An Illusion That I've Lived For Almost Thirty Years
In 1983 at the age of 12 I wrote my first little piece of music on my elder brother's piano. After that I knew what I wanted to be: a songwriter! At 16 I came across the progressive music of "The Alan Parsons Project", and it knocked me off my feet. What I especially like about it is that that "APP" was the first studio-only musical formation and that Alan Parsons was co-writer of the songs as well the team's sound engineer. I wanted to create the "APP of the 21st century". At 40 it finally dawned on me that it was not going to happen. When you bury the dream of your life at that age you have to make sure not to bury your happiness and your soul with it. For true happiness, in my opinion is what this life is all about.
Head In The Clouds
The question that I should probably be asking myself is this: "How could I not see - over all these decades how I was steering my life further and further away from what I considered my true vocation - after graduating from law school, after doing a master of law and yet another master?" I don' t ask myself this question, thank god. Why? Because I honestly believe that everything happens for a reason...

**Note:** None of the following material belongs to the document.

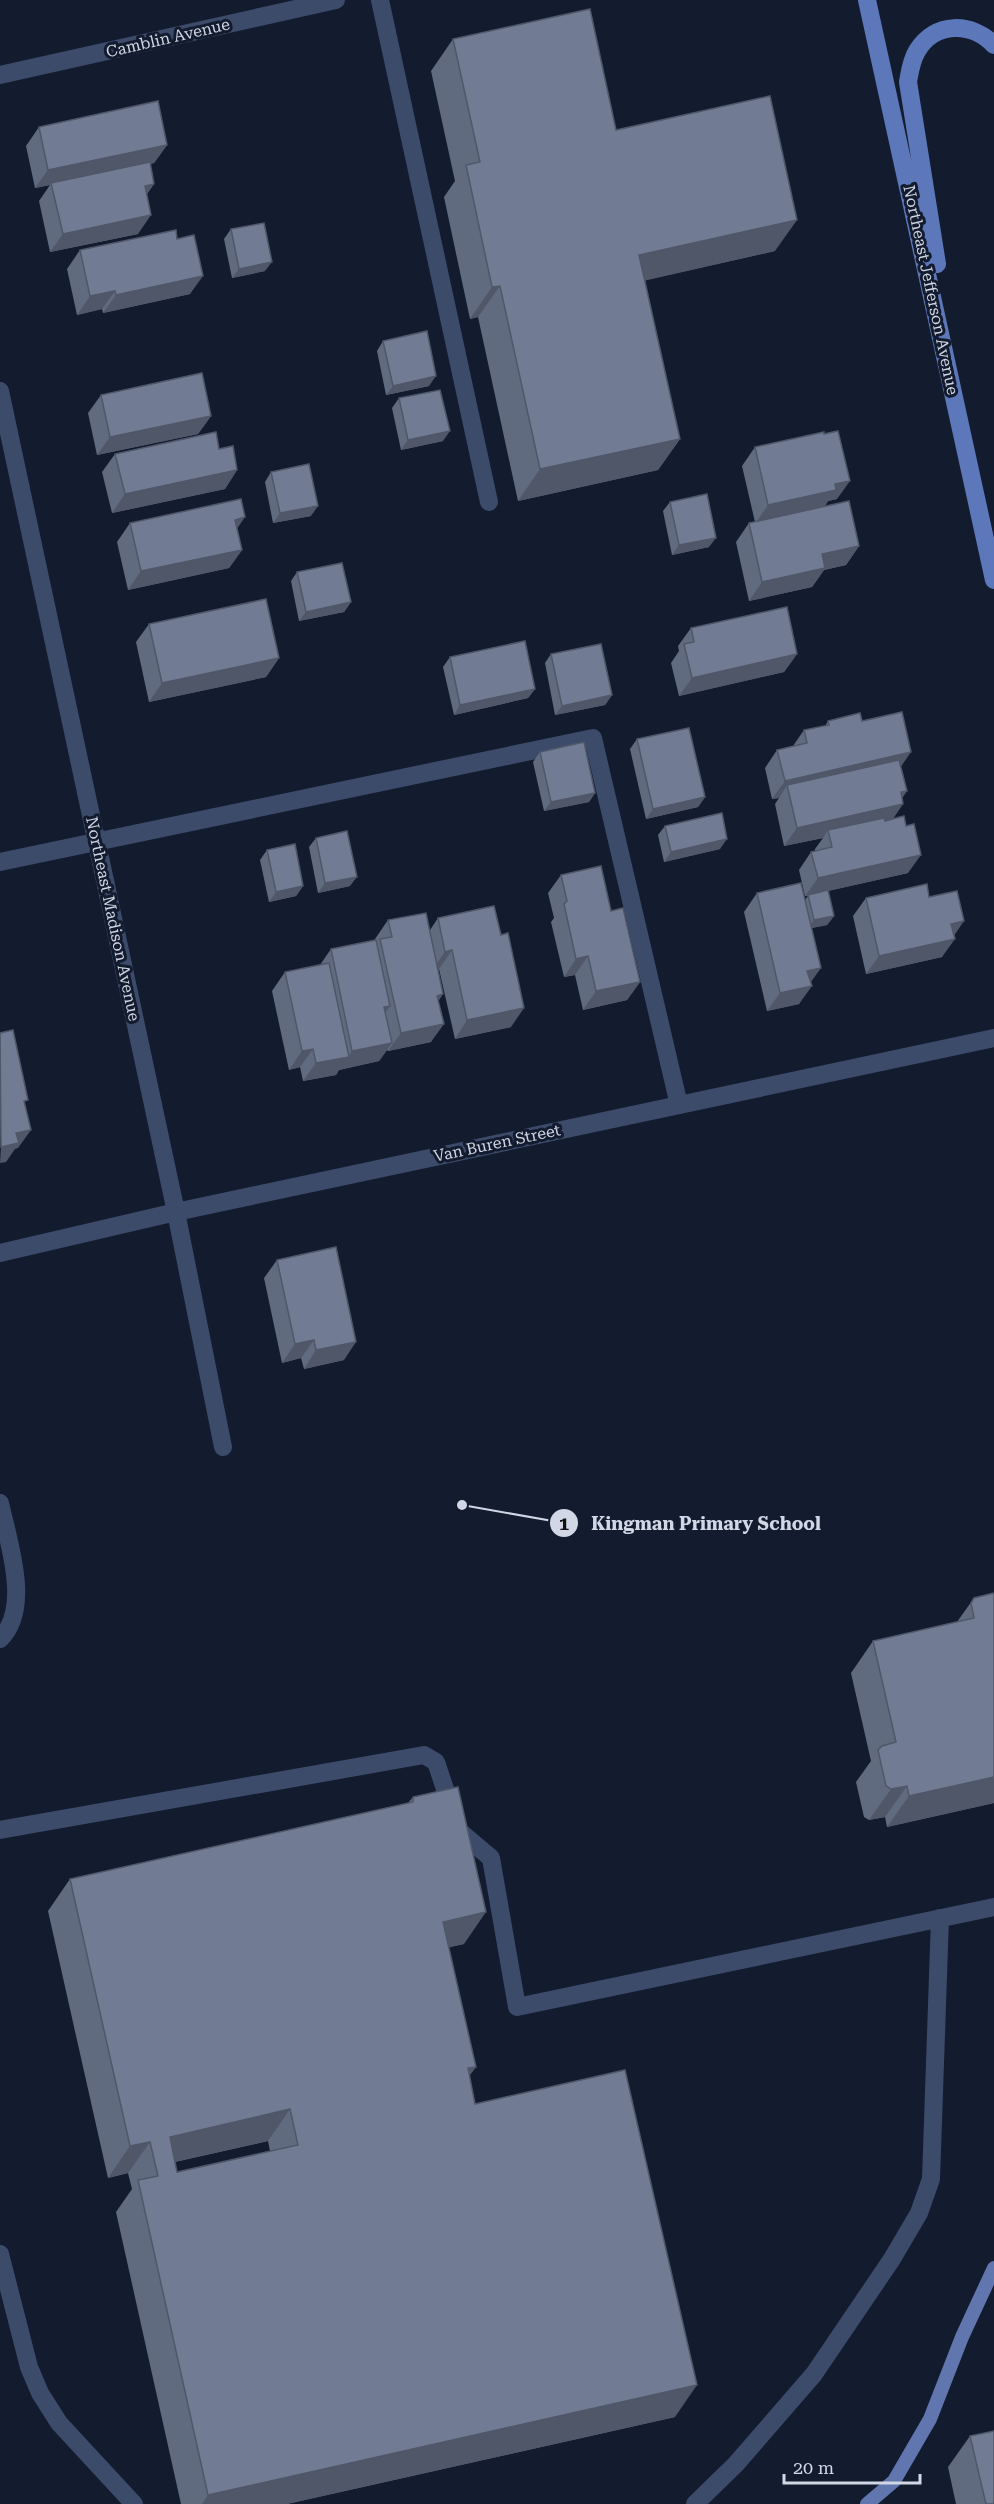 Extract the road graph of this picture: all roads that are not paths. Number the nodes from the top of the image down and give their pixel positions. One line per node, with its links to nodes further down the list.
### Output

A Truly Revelatory Experience II
...that is why the fact that I've spent almost 30 years on that dream (and probably still am a dreamer actually) will never eat me up or even cause me tears. My life has moved on, I found a wonderful partner for life who's made me more open to new things, be it food, music or, generally speaking, the planet. Now I even like to listen to the controversial and boundary-testing "Phase 4" LP recordings of the 1960s and 1970s, where "interventionist" engineering techniques were applied to recordings of classical music in order to create a stereo sound that I would like to describe as "hyper-real". Best listened to with headphones.
Karajan Squares The Circle
I quit making music in early 2011. One thing I observed since then is that my collection of CDs with "classical" music, especially from the 20th century, has doubled. Shostakovich, Stravinsky, Bartók, Heiller and Glass are my new Alan Parsons Project, Beatles, Jamiroquai and Steely Dan. I am still wondering how this is to be interpreted but maybe I am just thinking too much anyway :-)
Q R You, Q Am I ?
So if I am a dreamer who has buried the dream of his life, what does that make me?